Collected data
──────────

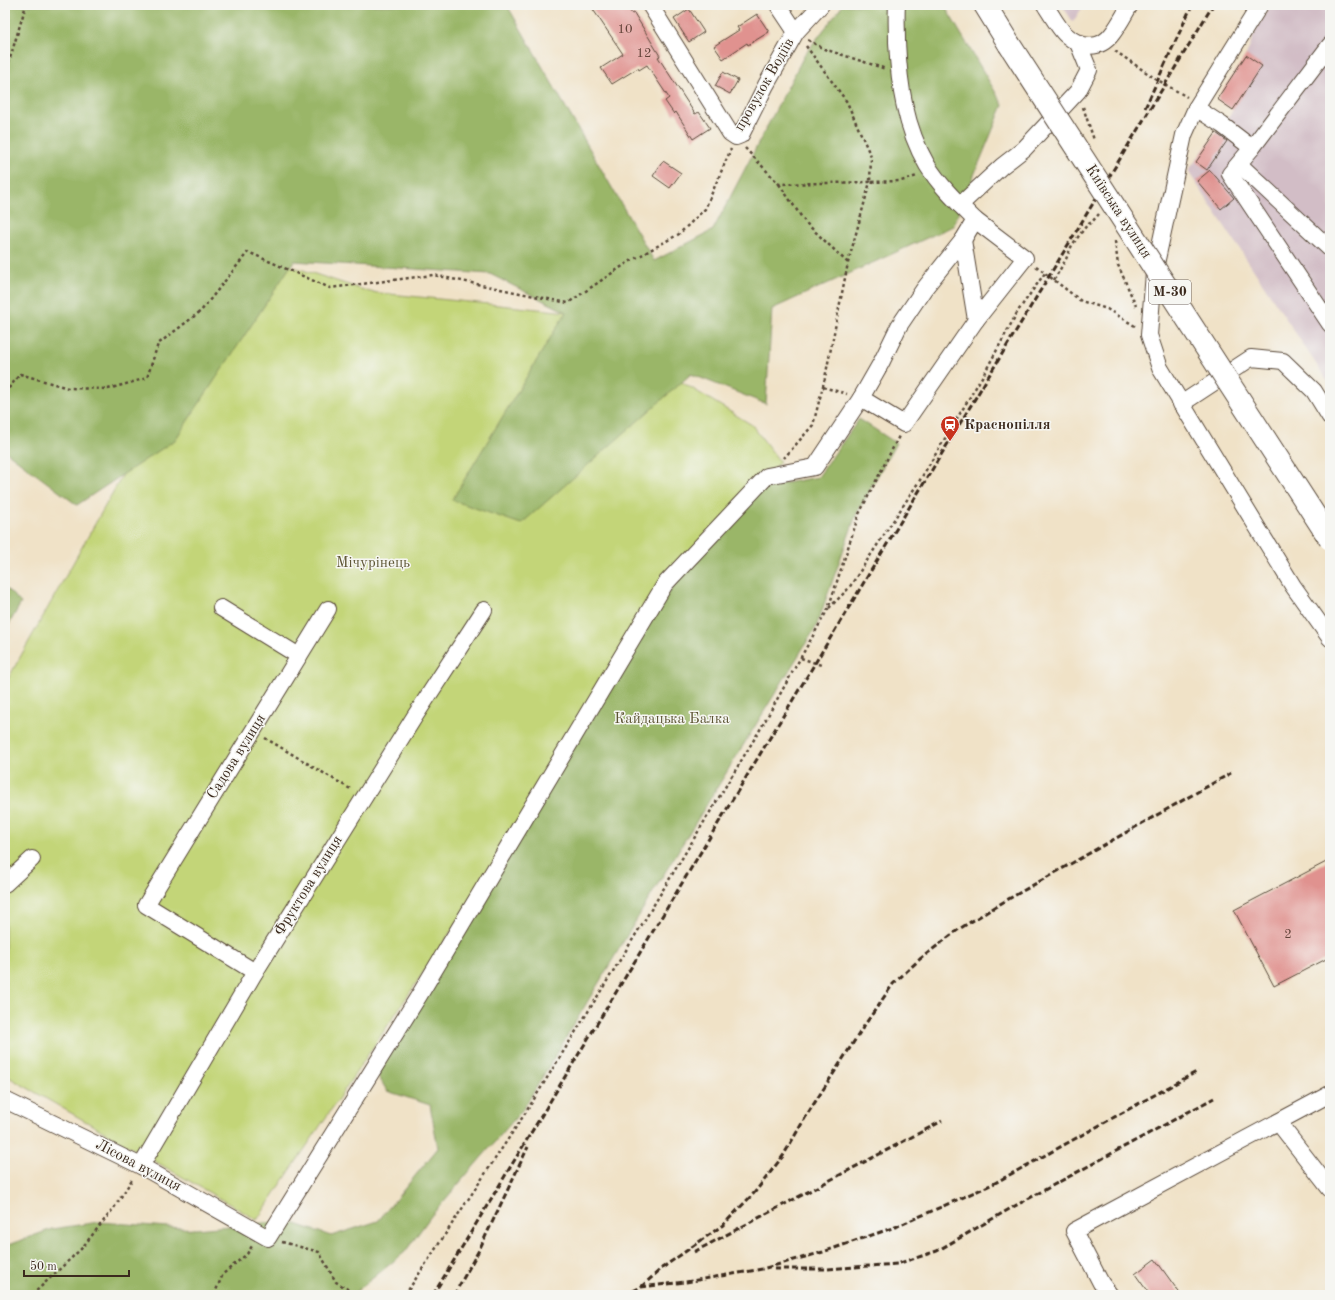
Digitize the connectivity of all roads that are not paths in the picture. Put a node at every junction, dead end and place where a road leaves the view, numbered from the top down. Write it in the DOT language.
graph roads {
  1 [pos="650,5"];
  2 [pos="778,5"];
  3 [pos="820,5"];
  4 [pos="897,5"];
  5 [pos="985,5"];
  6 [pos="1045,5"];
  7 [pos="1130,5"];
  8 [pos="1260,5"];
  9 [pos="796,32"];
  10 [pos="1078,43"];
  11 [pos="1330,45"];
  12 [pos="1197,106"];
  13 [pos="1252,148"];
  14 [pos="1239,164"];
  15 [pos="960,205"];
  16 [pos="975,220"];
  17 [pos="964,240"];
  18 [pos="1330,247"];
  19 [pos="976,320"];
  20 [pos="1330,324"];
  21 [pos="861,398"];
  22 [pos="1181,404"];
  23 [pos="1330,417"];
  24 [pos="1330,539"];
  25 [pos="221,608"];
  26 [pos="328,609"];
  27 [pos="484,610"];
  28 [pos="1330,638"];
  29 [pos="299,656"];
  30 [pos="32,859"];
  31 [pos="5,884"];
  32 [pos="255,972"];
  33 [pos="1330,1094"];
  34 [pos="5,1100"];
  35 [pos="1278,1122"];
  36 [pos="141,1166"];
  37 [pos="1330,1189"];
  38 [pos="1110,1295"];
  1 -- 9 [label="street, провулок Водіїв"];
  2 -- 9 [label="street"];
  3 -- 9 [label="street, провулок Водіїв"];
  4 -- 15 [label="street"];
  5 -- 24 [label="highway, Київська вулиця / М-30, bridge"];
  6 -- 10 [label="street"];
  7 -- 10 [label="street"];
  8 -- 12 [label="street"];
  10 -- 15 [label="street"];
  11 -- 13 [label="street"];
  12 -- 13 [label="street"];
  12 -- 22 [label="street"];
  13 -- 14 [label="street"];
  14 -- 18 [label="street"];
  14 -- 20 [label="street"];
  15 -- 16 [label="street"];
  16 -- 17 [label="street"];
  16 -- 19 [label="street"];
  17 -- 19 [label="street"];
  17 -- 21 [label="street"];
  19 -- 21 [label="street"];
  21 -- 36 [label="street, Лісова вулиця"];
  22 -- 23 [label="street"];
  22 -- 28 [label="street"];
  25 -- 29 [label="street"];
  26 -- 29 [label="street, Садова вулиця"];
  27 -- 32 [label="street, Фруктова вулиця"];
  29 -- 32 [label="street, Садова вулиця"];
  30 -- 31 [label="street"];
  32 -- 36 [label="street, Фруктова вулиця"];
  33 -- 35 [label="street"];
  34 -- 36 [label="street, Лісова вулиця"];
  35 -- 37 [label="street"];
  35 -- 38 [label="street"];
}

──────────

| Prompt |
Leave the pictures aside and give every entry above again word for word.

| Written solution |
Digitize the connectivity of all roads that are not paths in the picture. Put a node at every junction, dead end and place where a road leaves the view, numbered from the top down. Write it in the DOT language.
graph roads {
  1 [pos="650,5"];
  2 [pos="778,5"];
  3 [pos="820,5"];
  4 [pos="897,5"];
  5 [pos="985,5"];
  6 [pos="1045,5"];
  7 [pos="1130,5"];
  8 [pos="1260,5"];
  9 [pos="796,32"];
  10 [pos="1078,43"];
  11 [pos="1330,45"];
  12 [pos="1197,106"];
  13 [pos="1252,148"];
  14 [pos="1239,164"];
  15 [pos="960,205"];
  16 [pos="975,220"];
  17 [pos="964,240"];
  18 [pos="1330,247"];
  19 [pos="976,320"];
  20 [pos="1330,324"];
  21 [pos="861,398"];
  22 [pos="1181,404"];
  23 [pos="1330,417"];
  24 [pos="1330,539"];
  25 [pos="221,608"];
  26 [pos="328,609"];
  27 [pos="484,610"];
  28 [pos="1330,638"];
  29 [pos="299,656"];
  30 [pos="32,859"];
  31 [pos="5,884"];
  32 [pos="255,972"];
  33 [pos="1330,1094"];
  34 [pos="5,1100"];
  35 [pos="1278,1122"];
  36 [pos="141,1166"];
  37 [pos="1330,1189"];
  38 [pos="1110,1295"];
  1 -- 9 [label="street, провулок Водіїв"];
  2 -- 9 [label="street"];
  3 -- 9 [label="street, провулок Водіїв"];
  4 -- 15 [label="street"];
  5 -- 24 [label="highway, Київська вулиця / М-30, bridge"];
  6 -- 10 [label="street"];
  7 -- 10 [label="street"];
  8 -- 12 [label="street"];
  10 -- 15 [label="street"];
  11 -- 13 [label="street"];
  12 -- 13 [label="street"];
  12 -- 22 [label="street"];
  13 -- 14 [label="street"];
  14 -- 18 [label="street"];
  14 -- 20 [label="street"];
  15 -- 16 [label="street"];
  16 -- 17 [label="street"];
  16 -- 19 [label="street"];
  17 -- 19 [label="street"];
  17 -- 21 [label="street"];
  19 -- 21 [label="street"];
  21 -- 36 [label="street, Лісова вулиця"];
  22 -- 23 [label="street"];
  22 -- 28 [label="street"];
  25 -- 29 [label="street"];
  26 -- 29 [label="street, Садова вулиця"];
  27 -- 32 [label="street, Фруктова вулиця"];
  29 -- 32 [label="street, Садова вулиця"];
  30 -- 31 [label="street"];
  32 -- 36 [label="street, Фруктова вулиця"];
  33 -- 35 [label="street"];
  34 -- 36 [label="street, Лісова вулиця"];
  35 -- 37 [label="street"];
  35 -- 38 [label="street"];
}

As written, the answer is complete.